For this exercise, transcribe all the records below exactly.
***** Given data *****
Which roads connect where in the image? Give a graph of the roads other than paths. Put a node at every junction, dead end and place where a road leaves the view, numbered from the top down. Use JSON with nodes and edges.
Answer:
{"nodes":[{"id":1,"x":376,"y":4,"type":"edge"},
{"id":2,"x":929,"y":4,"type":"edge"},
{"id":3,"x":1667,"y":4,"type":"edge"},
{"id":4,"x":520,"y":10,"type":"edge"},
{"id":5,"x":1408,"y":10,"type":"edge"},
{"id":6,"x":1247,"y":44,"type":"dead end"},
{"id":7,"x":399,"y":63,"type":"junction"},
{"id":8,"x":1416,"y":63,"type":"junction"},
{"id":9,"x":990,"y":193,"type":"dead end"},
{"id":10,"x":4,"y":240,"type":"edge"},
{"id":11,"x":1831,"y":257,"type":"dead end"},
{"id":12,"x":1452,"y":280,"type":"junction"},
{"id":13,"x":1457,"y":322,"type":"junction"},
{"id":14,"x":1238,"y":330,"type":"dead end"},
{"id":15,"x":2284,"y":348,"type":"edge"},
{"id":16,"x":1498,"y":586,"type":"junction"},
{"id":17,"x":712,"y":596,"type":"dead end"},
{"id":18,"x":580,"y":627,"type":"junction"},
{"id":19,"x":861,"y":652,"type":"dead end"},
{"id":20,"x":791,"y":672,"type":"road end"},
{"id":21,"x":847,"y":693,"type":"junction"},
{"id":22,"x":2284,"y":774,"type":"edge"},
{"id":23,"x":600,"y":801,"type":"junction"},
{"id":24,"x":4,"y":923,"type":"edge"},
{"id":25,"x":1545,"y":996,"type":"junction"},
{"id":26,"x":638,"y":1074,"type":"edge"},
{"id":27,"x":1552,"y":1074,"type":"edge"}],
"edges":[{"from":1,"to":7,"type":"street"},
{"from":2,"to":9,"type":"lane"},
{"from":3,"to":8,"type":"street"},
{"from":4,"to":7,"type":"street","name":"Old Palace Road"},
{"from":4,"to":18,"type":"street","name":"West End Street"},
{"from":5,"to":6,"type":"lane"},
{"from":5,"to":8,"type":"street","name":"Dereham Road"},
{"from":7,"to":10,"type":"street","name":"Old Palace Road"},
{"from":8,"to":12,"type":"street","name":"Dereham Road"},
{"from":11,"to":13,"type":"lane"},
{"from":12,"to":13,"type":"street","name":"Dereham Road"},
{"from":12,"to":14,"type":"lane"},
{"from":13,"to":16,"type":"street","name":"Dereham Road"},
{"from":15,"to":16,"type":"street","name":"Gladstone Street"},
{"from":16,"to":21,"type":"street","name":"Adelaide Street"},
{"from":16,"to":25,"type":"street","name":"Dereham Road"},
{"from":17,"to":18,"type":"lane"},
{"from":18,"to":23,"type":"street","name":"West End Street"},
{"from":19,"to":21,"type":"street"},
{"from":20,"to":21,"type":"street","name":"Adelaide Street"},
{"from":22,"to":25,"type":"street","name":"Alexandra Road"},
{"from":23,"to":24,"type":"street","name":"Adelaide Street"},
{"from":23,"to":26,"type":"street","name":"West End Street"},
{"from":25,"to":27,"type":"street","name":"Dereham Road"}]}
*****
**Your response**
Which roads connect where in the image? Give a graph of the roads other than paths. Put a node at every junction, dead end and place where a road leaves the view, numbered from the top down. Use JSON with nodes and edges.
Answer:
{"nodes":[{"id":1,"x":376,"y":4,"type":"edge"},
{"id":2,"x":929,"y":4,"type":"edge"},
{"id":3,"x":1667,"y":4,"type":"edge"},
{"id":4,"x":520,"y":10,"type":"edge"},
{"id":5,"x":1408,"y":10,"type":"edge"},
{"id":6,"x":1247,"y":44,"type":"dead end"},
{"id":7,"x":399,"y":63,"type":"junction"},
{"id":8,"x":1416,"y":63,"type":"junction"},
{"id":9,"x":990,"y":193,"type":"dead end"},
{"id":10,"x":4,"y":240,"type":"edge"},
{"id":11,"x":1831,"y":257,"type":"dead end"},
{"id":12,"x":1452,"y":280,"type":"junction"},
{"id":13,"x":1457,"y":322,"type":"junction"},
{"id":14,"x":1238,"y":330,"type":"dead end"},
{"id":15,"x":2284,"y":348,"type":"edge"},
{"id":16,"x":1498,"y":586,"type":"junction"},
{"id":17,"x":712,"y":596,"type":"dead end"},
{"id":18,"x":580,"y":627,"type":"junction"},
{"id":19,"x":861,"y":652,"type":"dead end"},
{"id":20,"x":791,"y":672,"type":"road end"},
{"id":21,"x":847,"y":693,"type":"junction"},
{"id":22,"x":2284,"y":774,"type":"edge"},
{"id":23,"x":600,"y":801,"type":"junction"},
{"id":24,"x":4,"y":923,"type":"edge"},
{"id":25,"x":1545,"y":996,"type":"junction"},
{"id":26,"x":638,"y":1074,"type":"edge"},
{"id":27,"x":1552,"y":1074,"type":"edge"}],
"edges":[{"from":1,"to":7,"type":"street"},
{"from":2,"to":9,"type":"lane"},
{"from":3,"to":8,"type":"street"},
{"from":4,"to":7,"type":"street","name":"Old Palace Road"},
{"from":4,"to":18,"type":"street","name":"West End Street"},
{"from":5,"to":6,"type":"lane"},
{"from":5,"to":8,"type":"street","name":"Dereham Road"},
{"from":7,"to":10,"type":"street","name":"Old Palace Road"},
{"from":8,"to":12,"type":"street","name":"Dereham Road"},
{"from":11,"to":13,"type":"lane"},
{"from":12,"to":13,"type":"street","name":"Dereham Road"},
{"from":12,"to":14,"type":"lane"},
{"from":13,"to":16,"type":"street","name":"Dereham Road"},
{"from":15,"to":16,"type":"street","name":"Gladstone Street"},
{"from":16,"to":21,"type":"street","name":"Adelaide Street"},
{"from":16,"to":25,"type":"street","name":"Dereham Road"},
{"from":17,"to":18,"type":"lane"},
{"from":18,"to":23,"type":"street","name":"West End Street"},
{"from":19,"to":21,"type":"street"},
{"from":20,"to":21,"type":"street","name":"Adelaide Street"},
{"from":22,"to":25,"type":"street","name":"Alexandra Road"},
{"from":23,"to":24,"type":"street","name":"Adelaide Street"},
{"from":23,"to":26,"type":"street","name":"West End Street"},
{"from":25,"to":27,"type":"street","name":"Dereham Road"}]}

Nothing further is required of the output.